Kanzi : The Ape at the Brink of the Human MindKanzi : The Ape at the Brink of the Human Mind
Rated 4 Stars"Interesting and Partly Convincing" 2006-07-26
This book makes plausible claims that some bonobos have learned to handle language in a way that is approximately as sophisticated as that of a two year old human. But their anecdotal evidence is somewhat hard to evaluate, and they didn't quite convince me that they were careful enough to rule out the possibility that their biases caused them to overestimate the sophistication of Kanzi's understanding.
The book is a bit long-winded about research that Savage-Rumbaugh did before working with Kanzi, and I was a bit disappointed that the book didn't provide more of the anecdote about Kanzi that made the book worth reading. But those anecdotes convinced me that much more is going on than some authors such as Pinker had led me to believe. I still hope for better evidence that will help clarify how much bonobos can understand. But that will be hard, and I don't know how it should be done.


Last Well Person: How to Stay Well Despite the Health-care SystemLast Well Person: How to Stay Well Despite the Health-care System
Rated 2 Stars"Frustrating mix of wisdom and dogma" 2006-06-29
There appears to be a large discrepancy between how effective most people think modern medical practices are and the evidence that experts have presented suggesting that it does very little to extend life. This book gives the impression of describing a pattern of ineffective or harmful practices that might be offsetting the benefits of the practices that are known to work. But there are enough flaws in his argument that I can't decide how much of his conclusions I should accept.

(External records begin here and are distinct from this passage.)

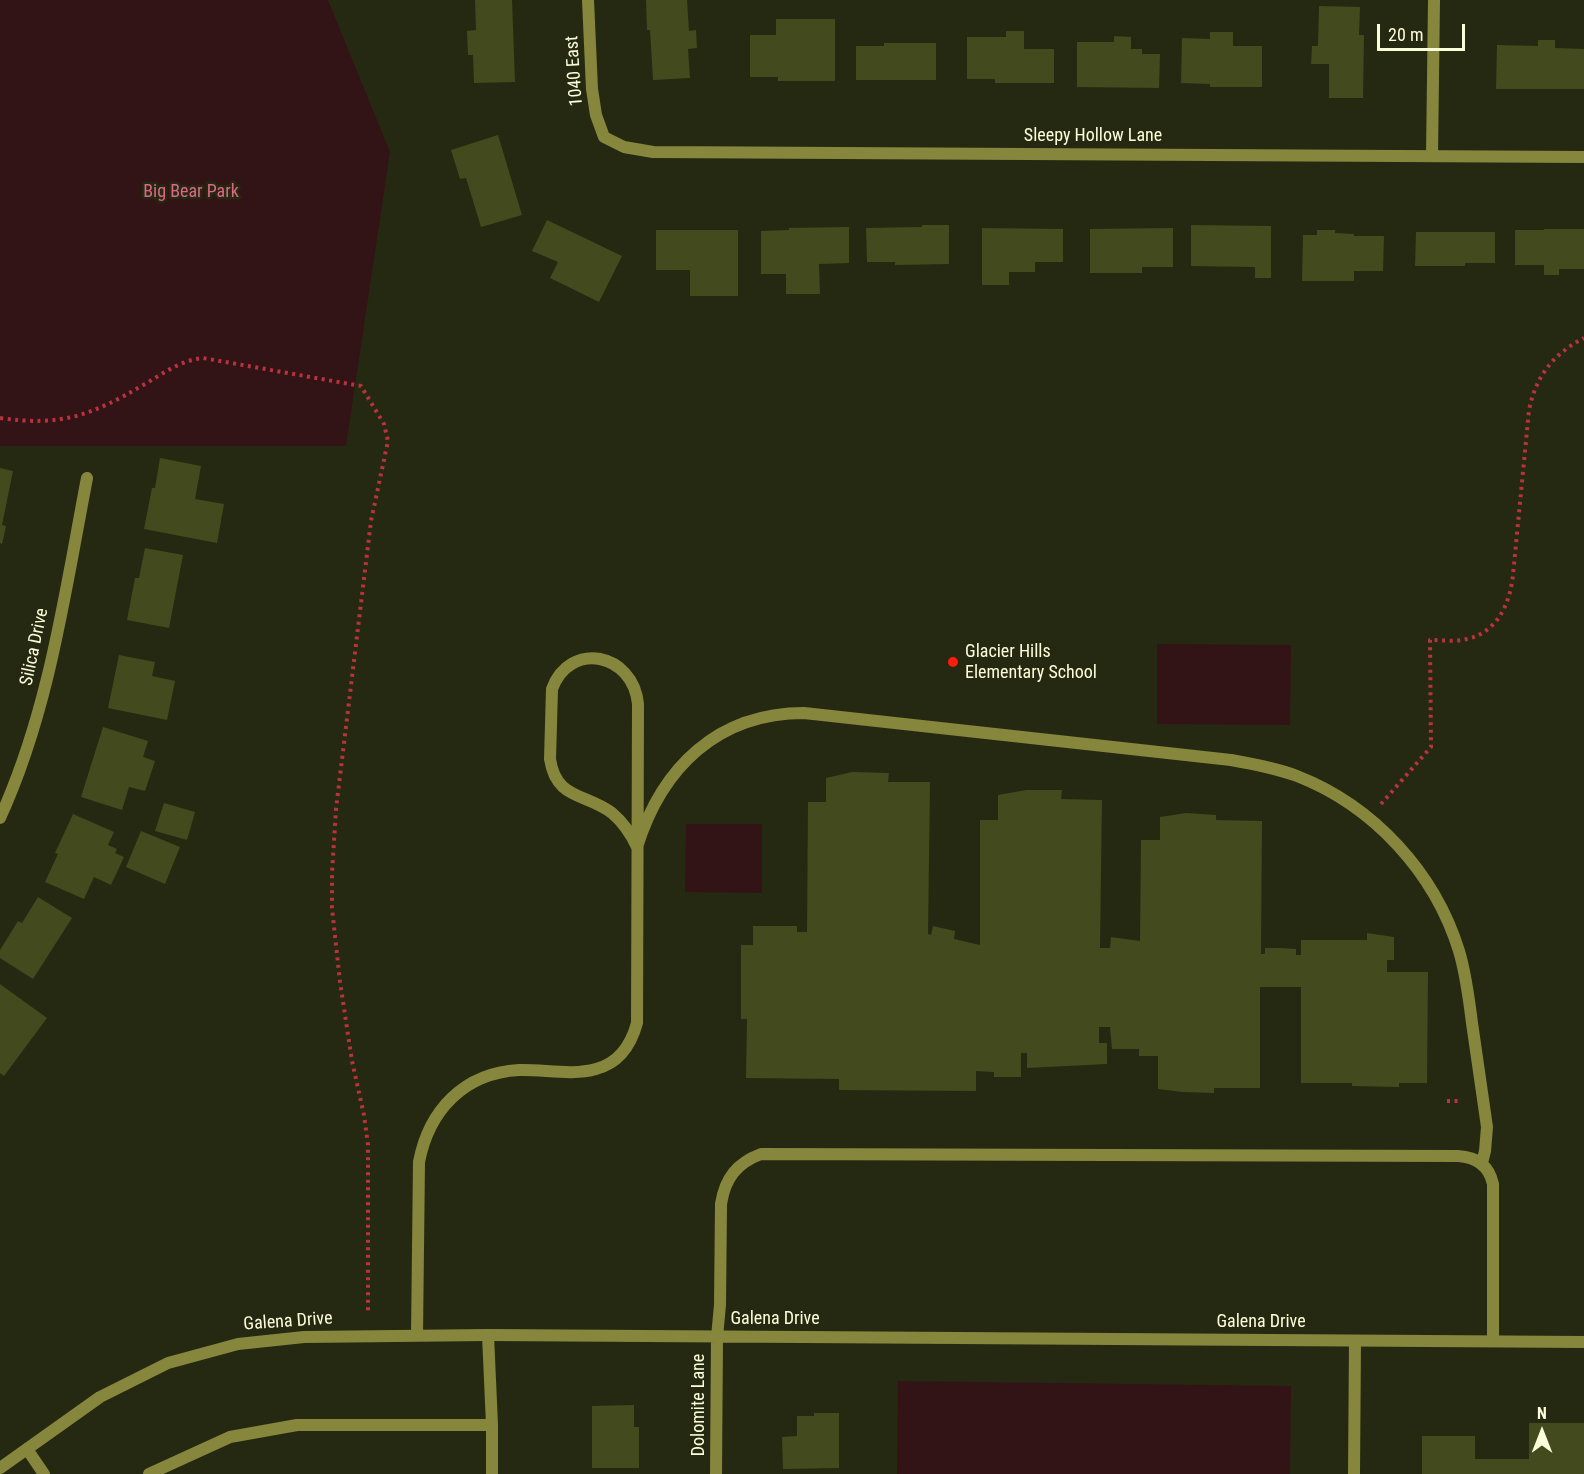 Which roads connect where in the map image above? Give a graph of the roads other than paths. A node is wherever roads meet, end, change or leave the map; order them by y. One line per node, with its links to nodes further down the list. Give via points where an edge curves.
1 (588, 0): 3 (street, 1040 East, via 592,89)
2 (1434, 0): 4 (street)
3 (604, 137): 4 (street, Sleepy Hollow Lane, via 624,147 687,153)
4 (1432, 156): 5 (street, Sleepy Hollow Lane)
5 (1584, 157)
6 (87, 478): 7 (street, Silica Drive, via 43,696)
7 (0, 818)
8 (637, 847): 8 (street, via 633,682 617,665 605,660 571,663 552,689 551,769 571,794 617,817); 9 (street, via 660,791 688,759 724,732 745,722 784,713 1231,760 1298,777 1329,791 1394,842 1426,880 1450,925 1466,982 1487,1127); 10 (street, via 634,1035 620,1055 596,1070 499,1073 464,1088 438,1114 429,1128 419,1162)
9 (1482, 1163): 12 (street, Dolomite Lane, via 1467,1156 761,1154 738,1166 723,1190); 14 (street, via 1493,1184)
10 (417, 1335): 11 (street, Galena Drive); 17 (street, Galena Drive, via 304,1337 238,1344 168,1363 100,1396)
11 (488, 1335): 12 (street, Galena Drive); 16 (street)
12 (717, 1337): 13 (street, Galena Drive); 22 (street, Dolomite Lane)
13 (1356, 1341): 14 (street, Galena Drive); 23 (street)
14 (1493, 1341): 15 (street, Galena Drive)
15 (1584, 1342)
16 (492, 1425): 20 (street, via 297,1425 230,1437); 21 (street)
17 (27, 1449): 18 (street, Galena Drive); 19 (street)
18 (0, 1468)
19 (44, 1474)
20 (149, 1474)
21 (492, 1474)
22 (716, 1474)
23 (1354, 1474)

He starts by saying he's a Popperian, but often acts like he's following some other, more dogmatic, philosophy. I'm particularly annoyed at his certain feelings of inevitability that we will die by about age 85:
I am aware of no data to support the premise that we can alter the date of death. ... When high-functioning octogenarians decline, it is because their time is approaching.
He starts by making a plausible claim that many people get cardiovascular surgery when there's no evidence that it will benefit them (and is likely to create some risks).
But starting in the next chapter it becomes easy to find flaws in his arguments. He raises some plausible doubts about the evidence for statins, but then tries to imply that if the imperfect evidence that's available shows that less than 2% of people who are prescribed statins will benefit, then we should doubt that those people ought to take statins.
He presents evidence that prostate cancer treatments save fewer lives than is commonly thought. It appears that sometimes the treatment merely changes the cause of death to something else. Yet he concludes that the treatment is useless, when the data he presents indicate nontrivial benefits. He hints that the evidence doesn't meet the usual standard of statistical significance, but feels comfortable concluding (without even saying how close it is to being statistically significant) that the lack of proof is strong evidence of ineffectiveness.
He has a somewhat interesting proposal that the final phase of drug testing be done by the FDA rather than by drug companies. If the FDA were run by angels, that would solve a number of problems with the existing regulatory incentives, but with an FDA run by humans it would replace them with new problems. For instance, the choice of which drugs to test is something that only a few special interest voters (i.e. mainly those working for large drug companies) would understand, so their interests would be likely to influence those choices to the benefit of those companies.